Hemodynamic effects of LND-623, a new aminosteroid lacking the C17 lactone ring and the C14 hydroxyl group common to the natural glycosides, were studied in the pentobarbital-anesthetized dog and compared to those of its 20 alpha-isomer LND-369 and of digoxin and digoxigenin-rhamnoside (DRh). Twenty-four mongrel dogs were divided into 4 groups. Group I received either LND-623 or saline on study day 1 and the other drug or saline 1 wk later. Saline was replaced by digoxin in group II, digoxigenin-rhamnoside in group III, and LND-369 in group IV. All drugs except LND-369 were infused as 3.10(-9) mol.kg-1.min-1 over 20 minutes. LND-369 was infused at twice the dose. LND-623 increased left ventricular dP/dt for at least 3 h with a peak at end-infusion or 15 min later, accompanied by a transient vasopressor effect. LND-369 induced, at twice the dose, an inotropic effect of comparable magnitude but of shorter duration.

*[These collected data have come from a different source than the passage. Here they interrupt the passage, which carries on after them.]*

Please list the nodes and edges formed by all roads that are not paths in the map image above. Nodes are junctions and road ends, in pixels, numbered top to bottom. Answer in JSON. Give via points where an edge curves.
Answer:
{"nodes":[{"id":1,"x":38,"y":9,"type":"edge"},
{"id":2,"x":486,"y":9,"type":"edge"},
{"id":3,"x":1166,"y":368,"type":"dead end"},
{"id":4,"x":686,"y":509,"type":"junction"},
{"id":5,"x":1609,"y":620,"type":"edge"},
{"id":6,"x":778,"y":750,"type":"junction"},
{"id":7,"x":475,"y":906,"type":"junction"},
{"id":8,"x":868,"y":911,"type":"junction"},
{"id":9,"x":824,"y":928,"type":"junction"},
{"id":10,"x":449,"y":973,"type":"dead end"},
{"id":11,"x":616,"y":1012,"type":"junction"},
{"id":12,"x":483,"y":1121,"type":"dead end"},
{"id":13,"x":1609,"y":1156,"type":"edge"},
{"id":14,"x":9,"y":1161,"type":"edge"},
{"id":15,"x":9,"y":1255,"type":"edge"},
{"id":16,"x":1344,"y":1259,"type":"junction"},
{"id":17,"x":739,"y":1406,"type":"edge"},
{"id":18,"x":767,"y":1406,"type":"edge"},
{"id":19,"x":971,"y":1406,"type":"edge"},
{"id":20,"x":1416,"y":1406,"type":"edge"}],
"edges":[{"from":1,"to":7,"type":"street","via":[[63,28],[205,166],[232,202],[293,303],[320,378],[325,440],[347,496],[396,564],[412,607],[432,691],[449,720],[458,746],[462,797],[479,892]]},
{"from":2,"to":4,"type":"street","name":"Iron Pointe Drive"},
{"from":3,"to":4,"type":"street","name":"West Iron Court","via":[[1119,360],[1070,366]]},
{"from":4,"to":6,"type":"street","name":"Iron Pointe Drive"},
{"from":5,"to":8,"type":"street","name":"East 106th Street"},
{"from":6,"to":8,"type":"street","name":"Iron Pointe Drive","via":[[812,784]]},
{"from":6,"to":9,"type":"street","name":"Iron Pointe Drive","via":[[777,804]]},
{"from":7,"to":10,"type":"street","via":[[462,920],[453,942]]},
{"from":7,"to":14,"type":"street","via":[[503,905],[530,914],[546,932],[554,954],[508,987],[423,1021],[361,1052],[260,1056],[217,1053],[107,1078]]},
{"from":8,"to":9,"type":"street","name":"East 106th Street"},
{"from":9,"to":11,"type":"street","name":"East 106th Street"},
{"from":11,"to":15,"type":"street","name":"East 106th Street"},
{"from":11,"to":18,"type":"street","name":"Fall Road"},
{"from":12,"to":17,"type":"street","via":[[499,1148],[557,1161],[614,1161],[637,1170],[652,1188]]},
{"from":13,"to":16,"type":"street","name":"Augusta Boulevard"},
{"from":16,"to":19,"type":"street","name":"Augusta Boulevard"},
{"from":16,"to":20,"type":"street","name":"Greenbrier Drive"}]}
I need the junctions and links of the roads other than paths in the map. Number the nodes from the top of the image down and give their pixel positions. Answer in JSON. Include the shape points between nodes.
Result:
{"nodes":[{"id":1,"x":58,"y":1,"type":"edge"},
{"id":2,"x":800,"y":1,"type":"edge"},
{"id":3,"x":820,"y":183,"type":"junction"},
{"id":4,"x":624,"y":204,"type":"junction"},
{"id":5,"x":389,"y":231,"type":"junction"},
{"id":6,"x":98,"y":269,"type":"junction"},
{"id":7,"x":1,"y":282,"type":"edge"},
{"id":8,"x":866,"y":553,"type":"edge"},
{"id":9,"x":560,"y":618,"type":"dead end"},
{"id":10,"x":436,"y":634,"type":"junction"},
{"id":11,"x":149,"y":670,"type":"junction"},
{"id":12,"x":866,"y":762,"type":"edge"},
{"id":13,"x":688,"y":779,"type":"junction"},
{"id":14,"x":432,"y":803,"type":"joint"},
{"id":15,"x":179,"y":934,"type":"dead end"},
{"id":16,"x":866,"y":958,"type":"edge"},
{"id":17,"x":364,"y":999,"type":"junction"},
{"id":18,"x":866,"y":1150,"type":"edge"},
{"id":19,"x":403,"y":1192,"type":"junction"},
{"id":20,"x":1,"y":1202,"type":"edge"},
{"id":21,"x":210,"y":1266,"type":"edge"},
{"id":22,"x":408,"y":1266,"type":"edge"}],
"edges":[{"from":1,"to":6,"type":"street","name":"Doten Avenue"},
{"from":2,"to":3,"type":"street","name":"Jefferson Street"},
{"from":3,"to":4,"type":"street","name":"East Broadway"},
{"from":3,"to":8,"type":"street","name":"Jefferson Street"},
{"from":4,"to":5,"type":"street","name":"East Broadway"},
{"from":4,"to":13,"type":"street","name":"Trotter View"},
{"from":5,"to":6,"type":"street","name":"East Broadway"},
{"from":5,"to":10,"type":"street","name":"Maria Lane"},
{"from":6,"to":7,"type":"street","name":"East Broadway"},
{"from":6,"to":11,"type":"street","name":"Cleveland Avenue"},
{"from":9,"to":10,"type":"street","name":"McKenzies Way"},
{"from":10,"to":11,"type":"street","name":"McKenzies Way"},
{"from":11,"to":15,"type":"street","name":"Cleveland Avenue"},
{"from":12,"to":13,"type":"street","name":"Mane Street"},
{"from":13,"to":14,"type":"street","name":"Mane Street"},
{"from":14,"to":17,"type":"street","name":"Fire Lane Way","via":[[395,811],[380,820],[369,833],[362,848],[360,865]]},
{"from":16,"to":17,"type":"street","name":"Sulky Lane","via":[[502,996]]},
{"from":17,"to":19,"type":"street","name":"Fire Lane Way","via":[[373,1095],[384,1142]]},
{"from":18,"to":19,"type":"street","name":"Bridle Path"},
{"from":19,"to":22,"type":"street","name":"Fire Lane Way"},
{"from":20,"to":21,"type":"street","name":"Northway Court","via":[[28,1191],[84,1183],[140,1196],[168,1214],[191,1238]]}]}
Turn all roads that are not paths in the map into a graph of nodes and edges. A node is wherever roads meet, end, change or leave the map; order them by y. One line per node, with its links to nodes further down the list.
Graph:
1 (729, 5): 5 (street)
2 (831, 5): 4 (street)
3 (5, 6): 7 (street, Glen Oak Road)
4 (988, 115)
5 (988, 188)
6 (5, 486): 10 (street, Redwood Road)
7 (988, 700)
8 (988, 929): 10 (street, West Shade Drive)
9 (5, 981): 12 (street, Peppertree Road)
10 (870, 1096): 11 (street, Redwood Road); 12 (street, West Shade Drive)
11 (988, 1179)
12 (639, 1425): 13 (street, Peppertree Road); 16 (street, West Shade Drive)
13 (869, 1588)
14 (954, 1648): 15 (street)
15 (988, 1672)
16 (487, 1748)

Inversely, it provoked a more marked and prolonged vasopressor effect than its 20 beta-isomer, LND-623. Maximal digoxin inotropic effect occurred later but was of comparable magnitude to that induced by LND-623. Its vasopressor effects reached a plateau rapidly and remained sustained until min 200. Digoxigenin-rhamnoside inotropic but not vasopressor effects are weaker than those of LND-623. It is concluded that LND-623, although lacking the most common structural features of the natural cardiac glycosides, provoked rapid and sustained inotropic activities with transient vasopressor effects. These time-course effects differ from digoxin, and these differences are unrelated to their sugar-moiety characteristics. LND-623 inotropic effect is twice as potent as its 20 alpha-isomer.